What to do
Go through the records below line by line, counting those that contain the word "names"; answer with the count only.

***** Material for this task

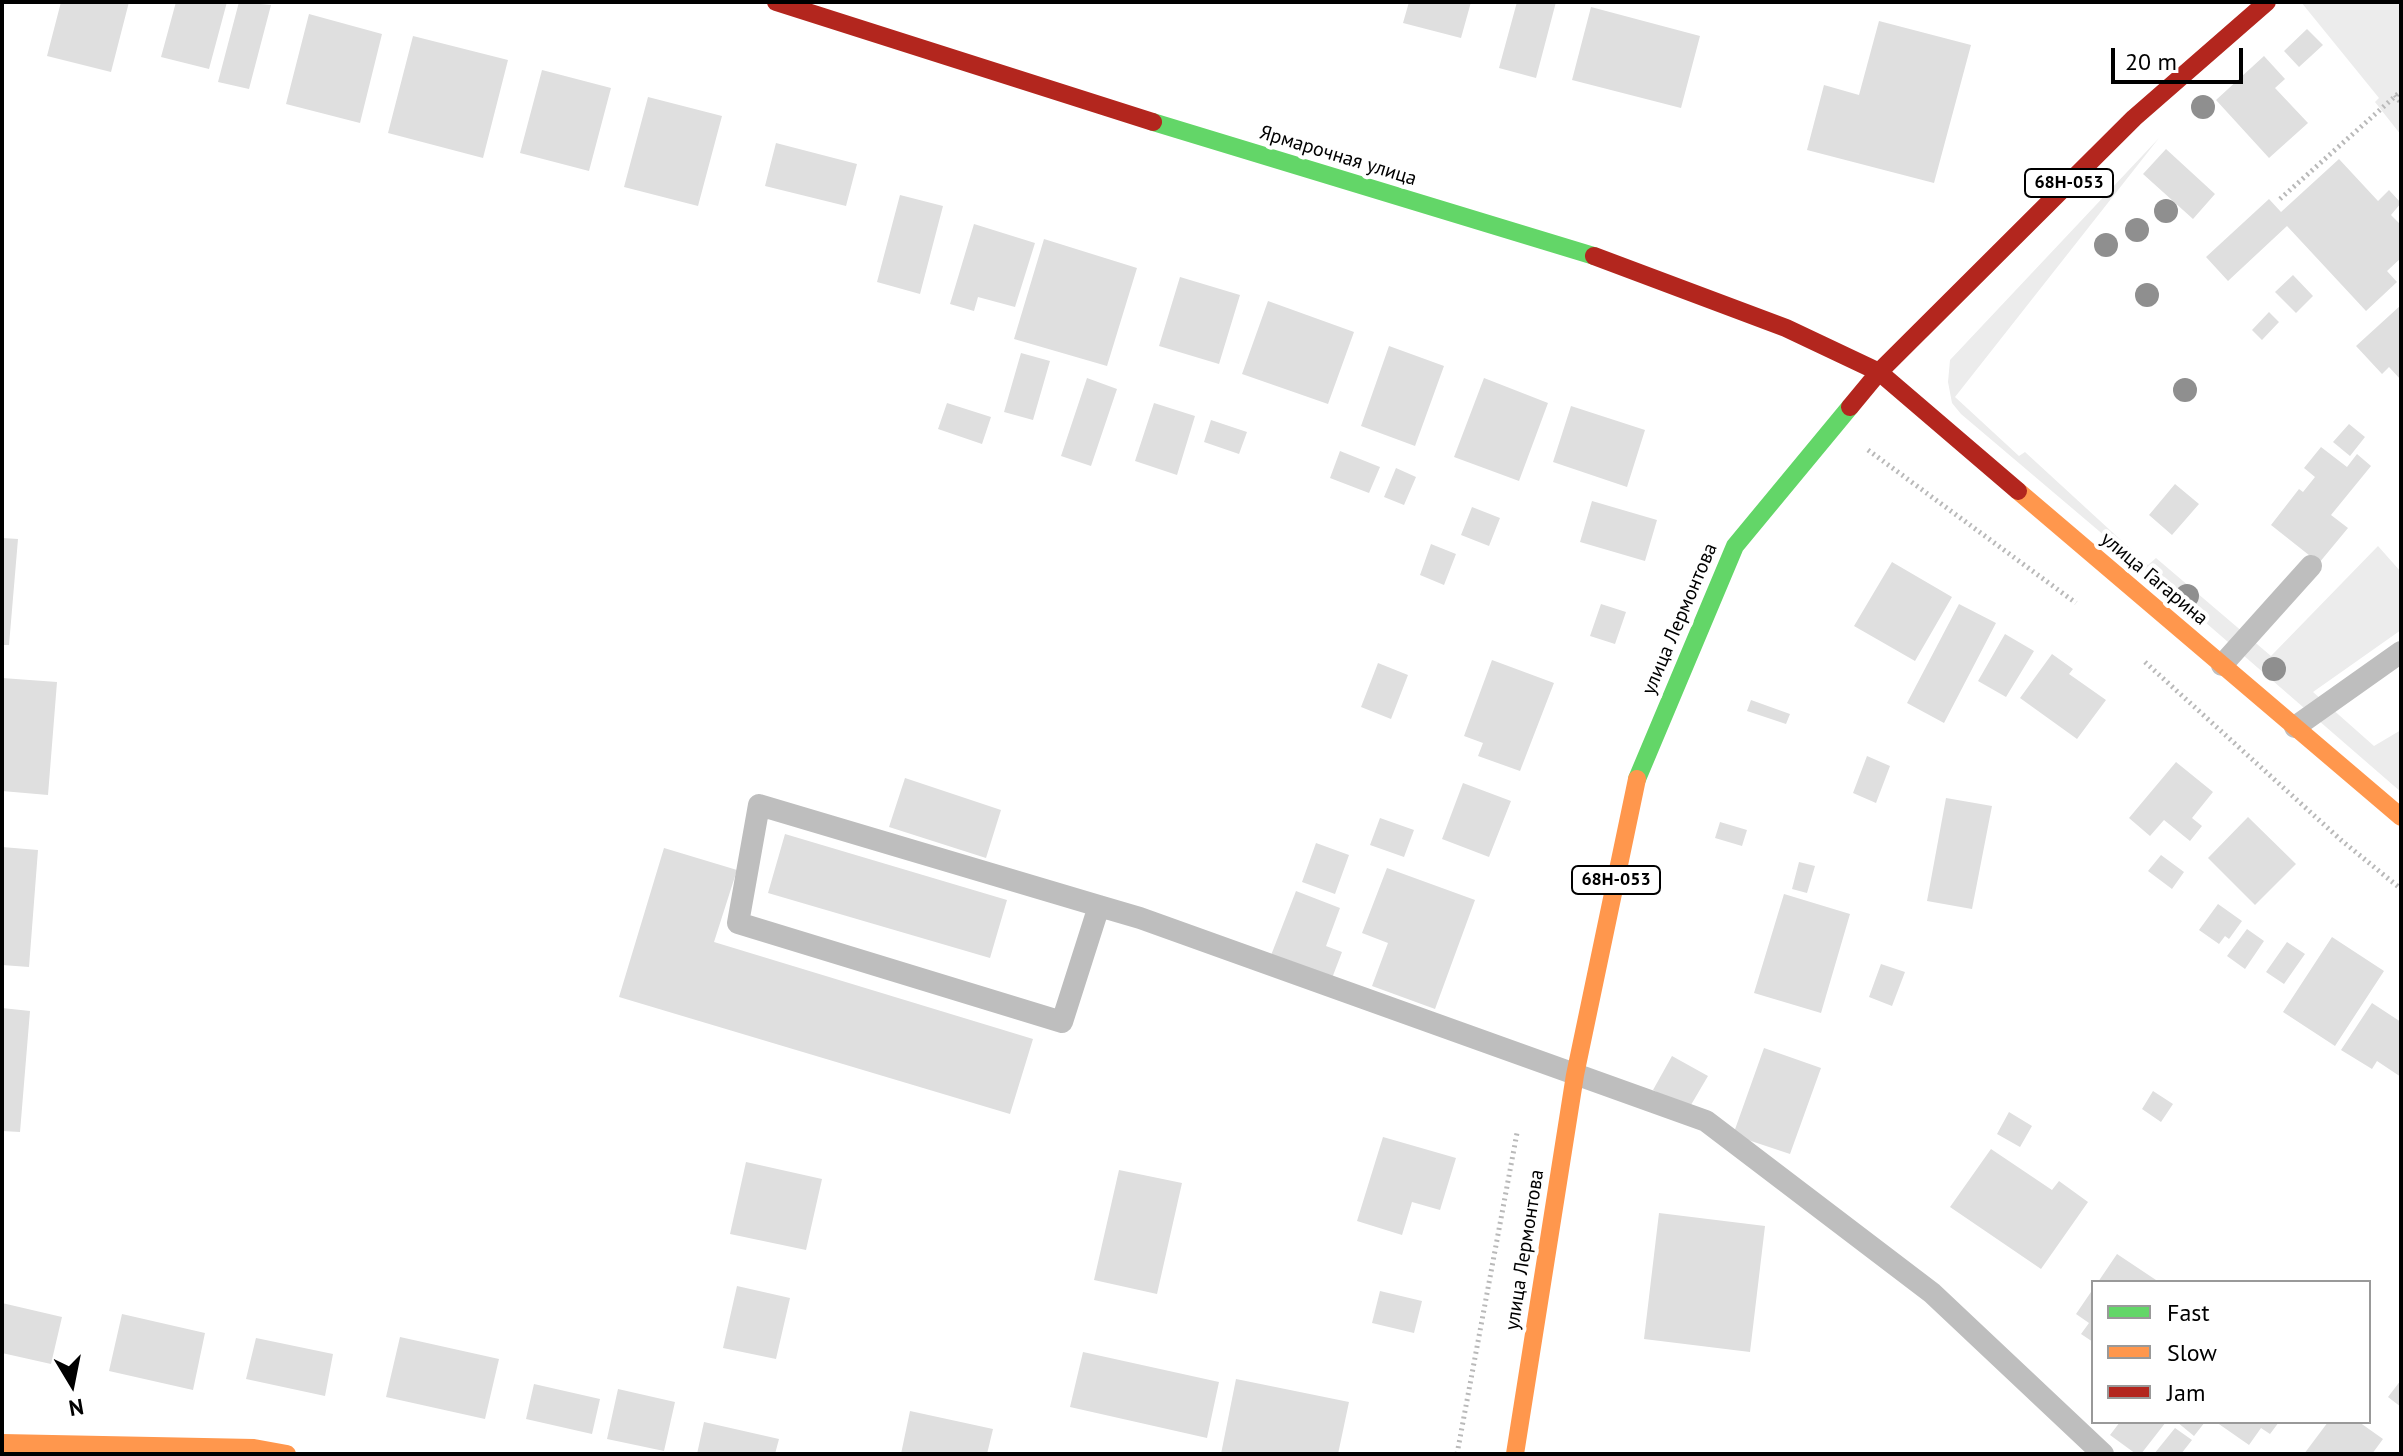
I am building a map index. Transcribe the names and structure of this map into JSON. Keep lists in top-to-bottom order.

**********
***** Material for this task

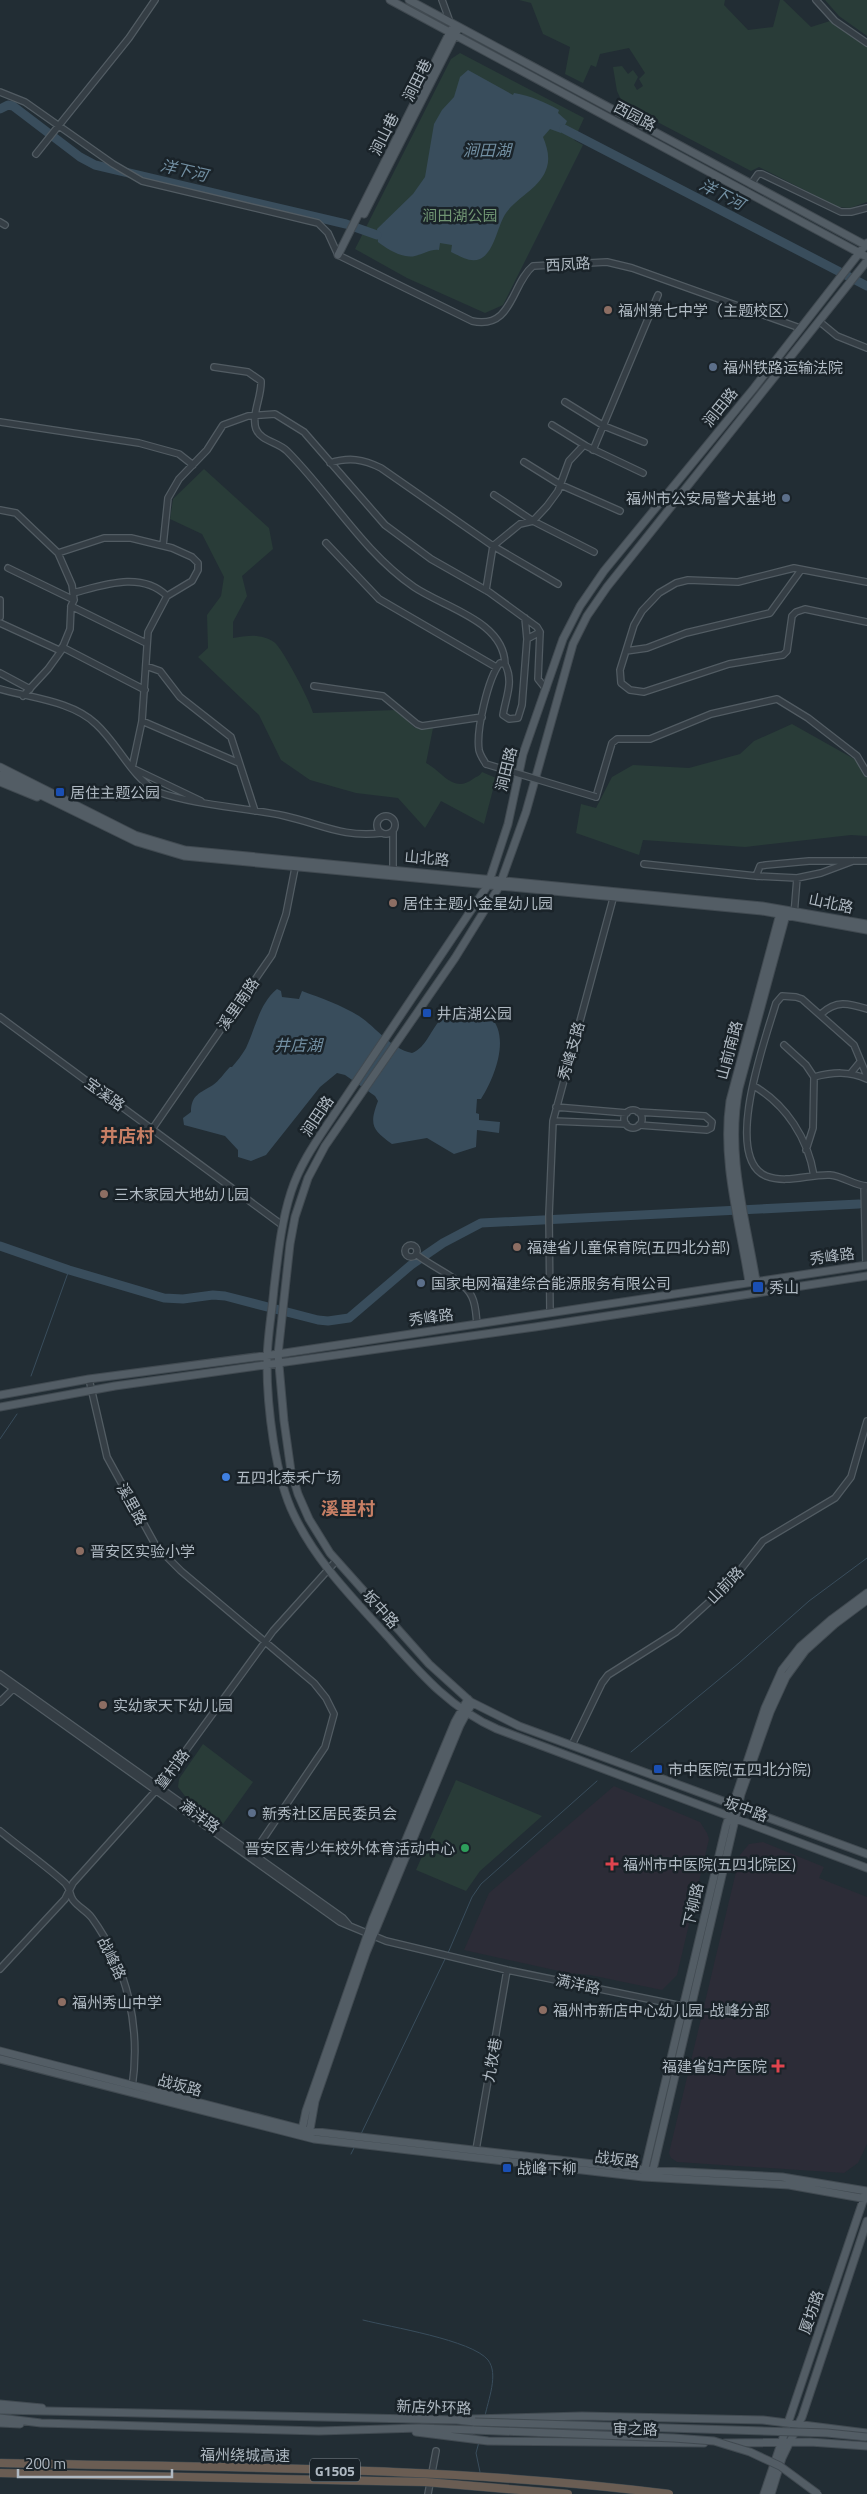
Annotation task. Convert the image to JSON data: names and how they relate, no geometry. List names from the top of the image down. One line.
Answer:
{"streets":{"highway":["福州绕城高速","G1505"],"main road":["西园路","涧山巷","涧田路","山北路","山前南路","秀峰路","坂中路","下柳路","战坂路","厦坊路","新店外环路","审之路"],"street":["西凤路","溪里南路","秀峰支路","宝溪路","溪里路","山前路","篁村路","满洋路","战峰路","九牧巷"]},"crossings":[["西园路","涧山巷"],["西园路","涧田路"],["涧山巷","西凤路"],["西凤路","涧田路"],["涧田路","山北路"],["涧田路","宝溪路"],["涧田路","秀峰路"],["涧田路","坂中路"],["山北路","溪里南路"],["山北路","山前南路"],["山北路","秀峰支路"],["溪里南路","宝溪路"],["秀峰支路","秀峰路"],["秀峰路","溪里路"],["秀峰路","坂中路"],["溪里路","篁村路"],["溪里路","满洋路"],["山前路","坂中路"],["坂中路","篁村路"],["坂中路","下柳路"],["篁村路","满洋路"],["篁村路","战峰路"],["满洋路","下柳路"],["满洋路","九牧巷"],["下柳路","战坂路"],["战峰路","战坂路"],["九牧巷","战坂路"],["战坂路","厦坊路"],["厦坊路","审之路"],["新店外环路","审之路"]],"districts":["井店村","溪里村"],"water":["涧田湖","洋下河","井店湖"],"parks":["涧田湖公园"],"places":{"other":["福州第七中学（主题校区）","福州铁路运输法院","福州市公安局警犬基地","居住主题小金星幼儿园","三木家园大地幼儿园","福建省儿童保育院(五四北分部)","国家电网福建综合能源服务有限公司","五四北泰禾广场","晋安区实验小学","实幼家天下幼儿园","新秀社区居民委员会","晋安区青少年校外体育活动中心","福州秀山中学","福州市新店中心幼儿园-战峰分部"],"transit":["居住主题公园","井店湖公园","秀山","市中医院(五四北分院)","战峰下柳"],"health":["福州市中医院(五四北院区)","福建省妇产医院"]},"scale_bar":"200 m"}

**********

Solved problem
2